What you have to do> Pick the lines holding the string "Colony" out of the records and copy them.

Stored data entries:
═══

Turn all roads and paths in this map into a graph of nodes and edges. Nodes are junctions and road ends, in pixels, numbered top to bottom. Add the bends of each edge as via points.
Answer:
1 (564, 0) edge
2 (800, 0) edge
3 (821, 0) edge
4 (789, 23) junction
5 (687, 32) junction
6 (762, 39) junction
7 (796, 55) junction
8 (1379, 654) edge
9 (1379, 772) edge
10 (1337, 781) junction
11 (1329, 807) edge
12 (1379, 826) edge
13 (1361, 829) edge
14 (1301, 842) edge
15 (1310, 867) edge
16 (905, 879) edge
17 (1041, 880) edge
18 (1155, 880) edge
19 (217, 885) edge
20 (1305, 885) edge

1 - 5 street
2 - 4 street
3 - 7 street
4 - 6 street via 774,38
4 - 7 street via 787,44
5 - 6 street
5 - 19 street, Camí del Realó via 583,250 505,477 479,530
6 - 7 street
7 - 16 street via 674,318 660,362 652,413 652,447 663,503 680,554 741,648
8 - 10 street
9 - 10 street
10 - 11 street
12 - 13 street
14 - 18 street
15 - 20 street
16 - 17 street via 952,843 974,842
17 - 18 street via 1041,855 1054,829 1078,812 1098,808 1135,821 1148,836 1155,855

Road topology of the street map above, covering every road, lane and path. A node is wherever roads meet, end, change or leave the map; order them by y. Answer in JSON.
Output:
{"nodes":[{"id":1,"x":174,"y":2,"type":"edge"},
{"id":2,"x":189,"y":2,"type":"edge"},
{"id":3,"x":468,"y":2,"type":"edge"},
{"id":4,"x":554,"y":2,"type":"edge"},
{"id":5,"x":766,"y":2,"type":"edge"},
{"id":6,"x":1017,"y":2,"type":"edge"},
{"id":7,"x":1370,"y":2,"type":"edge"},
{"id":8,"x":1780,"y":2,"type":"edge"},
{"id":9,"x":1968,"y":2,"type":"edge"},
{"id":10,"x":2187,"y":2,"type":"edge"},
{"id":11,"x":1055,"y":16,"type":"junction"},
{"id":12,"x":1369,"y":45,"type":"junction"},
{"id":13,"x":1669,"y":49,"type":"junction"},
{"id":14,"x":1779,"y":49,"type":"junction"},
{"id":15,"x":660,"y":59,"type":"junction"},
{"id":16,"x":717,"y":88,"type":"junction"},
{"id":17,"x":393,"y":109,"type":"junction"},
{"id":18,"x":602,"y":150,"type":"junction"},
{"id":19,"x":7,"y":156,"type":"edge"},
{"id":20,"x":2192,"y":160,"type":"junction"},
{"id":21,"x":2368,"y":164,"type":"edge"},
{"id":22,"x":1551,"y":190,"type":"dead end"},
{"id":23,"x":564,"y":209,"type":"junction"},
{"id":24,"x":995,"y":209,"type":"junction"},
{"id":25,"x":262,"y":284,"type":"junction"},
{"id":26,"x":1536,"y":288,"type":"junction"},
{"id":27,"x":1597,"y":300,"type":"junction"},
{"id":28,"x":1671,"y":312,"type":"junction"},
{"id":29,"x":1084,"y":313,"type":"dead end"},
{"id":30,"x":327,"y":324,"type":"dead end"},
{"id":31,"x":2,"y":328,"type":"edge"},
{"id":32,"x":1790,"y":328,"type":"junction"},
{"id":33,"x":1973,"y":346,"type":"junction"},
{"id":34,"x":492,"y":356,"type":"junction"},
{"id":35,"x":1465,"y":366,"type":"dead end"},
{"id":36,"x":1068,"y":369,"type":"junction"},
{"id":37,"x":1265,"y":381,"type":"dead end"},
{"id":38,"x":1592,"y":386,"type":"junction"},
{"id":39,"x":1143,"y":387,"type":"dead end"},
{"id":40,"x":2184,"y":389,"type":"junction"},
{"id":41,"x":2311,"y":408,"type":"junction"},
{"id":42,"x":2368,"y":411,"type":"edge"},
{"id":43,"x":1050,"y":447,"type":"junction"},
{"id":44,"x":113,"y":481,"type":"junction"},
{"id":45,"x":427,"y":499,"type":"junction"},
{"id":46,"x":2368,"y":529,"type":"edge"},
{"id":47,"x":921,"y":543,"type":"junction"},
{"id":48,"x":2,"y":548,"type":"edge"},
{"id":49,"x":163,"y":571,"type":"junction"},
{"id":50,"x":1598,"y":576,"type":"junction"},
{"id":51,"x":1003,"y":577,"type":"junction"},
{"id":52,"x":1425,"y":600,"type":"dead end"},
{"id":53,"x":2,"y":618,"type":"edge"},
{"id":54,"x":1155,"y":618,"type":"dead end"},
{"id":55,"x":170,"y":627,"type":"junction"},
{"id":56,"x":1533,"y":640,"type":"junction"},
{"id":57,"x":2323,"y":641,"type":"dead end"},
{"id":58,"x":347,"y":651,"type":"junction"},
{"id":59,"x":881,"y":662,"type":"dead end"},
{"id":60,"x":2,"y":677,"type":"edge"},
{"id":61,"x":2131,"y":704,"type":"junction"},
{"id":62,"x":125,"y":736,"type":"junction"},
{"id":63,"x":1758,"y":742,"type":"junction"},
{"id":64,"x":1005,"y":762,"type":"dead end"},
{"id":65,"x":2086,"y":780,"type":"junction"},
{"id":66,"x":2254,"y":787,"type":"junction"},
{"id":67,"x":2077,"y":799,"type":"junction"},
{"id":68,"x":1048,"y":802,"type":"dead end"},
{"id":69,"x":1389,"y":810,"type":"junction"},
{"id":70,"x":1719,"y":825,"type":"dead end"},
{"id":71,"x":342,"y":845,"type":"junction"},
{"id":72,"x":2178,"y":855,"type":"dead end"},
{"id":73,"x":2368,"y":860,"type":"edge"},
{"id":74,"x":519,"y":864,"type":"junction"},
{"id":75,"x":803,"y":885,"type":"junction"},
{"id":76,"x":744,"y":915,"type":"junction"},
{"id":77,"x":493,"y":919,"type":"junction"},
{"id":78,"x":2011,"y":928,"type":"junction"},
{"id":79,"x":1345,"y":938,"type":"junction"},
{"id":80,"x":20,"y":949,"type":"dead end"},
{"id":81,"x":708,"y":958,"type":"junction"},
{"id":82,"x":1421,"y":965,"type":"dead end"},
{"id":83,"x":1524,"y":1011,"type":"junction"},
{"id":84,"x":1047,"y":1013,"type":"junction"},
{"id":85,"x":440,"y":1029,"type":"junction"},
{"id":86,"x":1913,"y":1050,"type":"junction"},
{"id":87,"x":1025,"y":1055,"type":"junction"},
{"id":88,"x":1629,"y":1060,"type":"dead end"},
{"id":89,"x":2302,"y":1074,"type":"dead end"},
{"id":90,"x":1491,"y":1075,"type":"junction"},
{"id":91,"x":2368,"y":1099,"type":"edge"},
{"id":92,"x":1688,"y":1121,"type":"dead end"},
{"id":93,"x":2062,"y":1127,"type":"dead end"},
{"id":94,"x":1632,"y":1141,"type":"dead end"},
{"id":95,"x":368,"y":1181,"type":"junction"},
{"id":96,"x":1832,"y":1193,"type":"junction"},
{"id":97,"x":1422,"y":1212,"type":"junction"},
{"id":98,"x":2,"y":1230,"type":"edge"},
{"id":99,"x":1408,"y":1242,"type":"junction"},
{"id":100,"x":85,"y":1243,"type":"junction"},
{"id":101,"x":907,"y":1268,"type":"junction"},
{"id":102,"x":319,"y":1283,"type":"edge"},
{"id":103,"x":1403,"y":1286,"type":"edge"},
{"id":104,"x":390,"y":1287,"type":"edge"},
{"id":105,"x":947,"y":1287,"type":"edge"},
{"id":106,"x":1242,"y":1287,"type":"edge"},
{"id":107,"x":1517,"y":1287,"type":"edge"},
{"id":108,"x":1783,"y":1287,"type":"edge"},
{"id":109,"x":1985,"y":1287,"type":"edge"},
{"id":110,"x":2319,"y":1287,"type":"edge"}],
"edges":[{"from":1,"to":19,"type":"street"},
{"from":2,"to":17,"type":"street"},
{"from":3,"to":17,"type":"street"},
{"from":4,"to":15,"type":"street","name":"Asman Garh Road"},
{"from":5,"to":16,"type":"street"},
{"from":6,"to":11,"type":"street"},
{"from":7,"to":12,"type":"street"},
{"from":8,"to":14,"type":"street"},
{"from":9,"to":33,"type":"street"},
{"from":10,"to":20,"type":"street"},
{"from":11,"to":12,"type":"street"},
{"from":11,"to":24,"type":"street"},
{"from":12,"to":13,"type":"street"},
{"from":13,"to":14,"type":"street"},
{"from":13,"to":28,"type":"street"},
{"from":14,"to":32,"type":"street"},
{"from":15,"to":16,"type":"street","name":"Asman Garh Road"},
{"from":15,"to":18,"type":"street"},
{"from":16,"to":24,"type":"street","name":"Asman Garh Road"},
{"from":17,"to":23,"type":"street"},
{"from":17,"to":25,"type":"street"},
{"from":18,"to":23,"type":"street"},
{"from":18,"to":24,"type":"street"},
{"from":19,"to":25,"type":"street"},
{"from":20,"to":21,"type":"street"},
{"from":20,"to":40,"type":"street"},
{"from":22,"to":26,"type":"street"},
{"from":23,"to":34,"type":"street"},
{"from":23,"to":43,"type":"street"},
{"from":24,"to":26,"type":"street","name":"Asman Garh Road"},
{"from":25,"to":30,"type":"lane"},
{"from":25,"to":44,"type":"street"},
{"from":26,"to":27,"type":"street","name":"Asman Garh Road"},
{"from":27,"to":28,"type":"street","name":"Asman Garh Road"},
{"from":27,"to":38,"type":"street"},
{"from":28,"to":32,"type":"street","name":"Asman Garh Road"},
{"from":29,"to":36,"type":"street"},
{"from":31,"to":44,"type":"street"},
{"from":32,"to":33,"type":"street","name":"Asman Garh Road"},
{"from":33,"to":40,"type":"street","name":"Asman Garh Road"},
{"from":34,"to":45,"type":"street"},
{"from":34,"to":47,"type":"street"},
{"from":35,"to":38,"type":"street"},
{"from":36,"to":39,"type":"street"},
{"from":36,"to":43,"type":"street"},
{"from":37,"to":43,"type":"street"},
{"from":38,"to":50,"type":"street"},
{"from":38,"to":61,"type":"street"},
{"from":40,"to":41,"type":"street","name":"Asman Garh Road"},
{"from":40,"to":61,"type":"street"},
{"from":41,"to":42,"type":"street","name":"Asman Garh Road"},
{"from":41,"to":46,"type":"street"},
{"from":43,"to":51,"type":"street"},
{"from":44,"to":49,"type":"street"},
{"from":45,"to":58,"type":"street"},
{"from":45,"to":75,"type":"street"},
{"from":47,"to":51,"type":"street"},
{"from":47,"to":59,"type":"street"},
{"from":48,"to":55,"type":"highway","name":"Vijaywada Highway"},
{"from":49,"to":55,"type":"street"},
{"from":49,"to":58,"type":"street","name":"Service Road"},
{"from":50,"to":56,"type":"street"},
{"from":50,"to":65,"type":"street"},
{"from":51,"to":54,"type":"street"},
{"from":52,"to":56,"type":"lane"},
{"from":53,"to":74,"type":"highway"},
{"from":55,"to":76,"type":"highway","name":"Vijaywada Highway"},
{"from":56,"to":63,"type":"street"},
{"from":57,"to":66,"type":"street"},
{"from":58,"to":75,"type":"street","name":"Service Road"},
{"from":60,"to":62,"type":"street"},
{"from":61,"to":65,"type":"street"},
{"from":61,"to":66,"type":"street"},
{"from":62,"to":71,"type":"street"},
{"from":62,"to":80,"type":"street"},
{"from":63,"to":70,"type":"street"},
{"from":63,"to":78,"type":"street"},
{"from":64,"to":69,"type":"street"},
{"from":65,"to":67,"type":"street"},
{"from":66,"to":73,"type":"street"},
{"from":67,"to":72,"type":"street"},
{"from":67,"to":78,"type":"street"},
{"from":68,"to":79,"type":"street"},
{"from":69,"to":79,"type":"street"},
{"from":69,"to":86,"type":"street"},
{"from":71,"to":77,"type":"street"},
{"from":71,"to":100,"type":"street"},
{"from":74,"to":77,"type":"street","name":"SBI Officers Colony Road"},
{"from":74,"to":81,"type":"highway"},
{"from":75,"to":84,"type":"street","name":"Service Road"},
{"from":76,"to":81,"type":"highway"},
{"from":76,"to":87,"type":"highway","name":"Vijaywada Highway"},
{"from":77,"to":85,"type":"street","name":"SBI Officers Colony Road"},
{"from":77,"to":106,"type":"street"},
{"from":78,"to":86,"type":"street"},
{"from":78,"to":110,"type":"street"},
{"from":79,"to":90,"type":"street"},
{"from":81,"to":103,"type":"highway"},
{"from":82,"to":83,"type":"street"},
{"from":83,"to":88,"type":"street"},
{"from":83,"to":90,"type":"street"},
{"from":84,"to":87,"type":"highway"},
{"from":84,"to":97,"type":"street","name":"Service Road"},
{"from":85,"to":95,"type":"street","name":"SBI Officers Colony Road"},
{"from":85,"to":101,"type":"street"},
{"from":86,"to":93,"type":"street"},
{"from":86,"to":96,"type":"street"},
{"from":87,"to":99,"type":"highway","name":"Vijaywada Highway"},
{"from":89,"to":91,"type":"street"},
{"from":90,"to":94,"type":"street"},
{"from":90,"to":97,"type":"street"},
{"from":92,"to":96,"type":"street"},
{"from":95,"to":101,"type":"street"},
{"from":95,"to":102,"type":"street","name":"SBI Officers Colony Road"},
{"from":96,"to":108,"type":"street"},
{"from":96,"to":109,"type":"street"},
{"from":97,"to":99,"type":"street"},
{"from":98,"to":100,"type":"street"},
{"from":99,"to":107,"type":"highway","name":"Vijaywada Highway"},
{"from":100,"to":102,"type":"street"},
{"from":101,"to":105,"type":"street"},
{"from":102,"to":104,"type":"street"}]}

═══

Answer box>
{"from":74,"to":77,"type":"street","name":"SBI Officers Colony Road"},
{"from":77,"to":85,"type":"street","name":"SBI Officers Colony Road"},
{"from":85,"to":95,"type":"street","name":"SBI Officers Colony Road"},
{"from":95,"to":102,"type":"street","name":"SBI Officers Colony Road"},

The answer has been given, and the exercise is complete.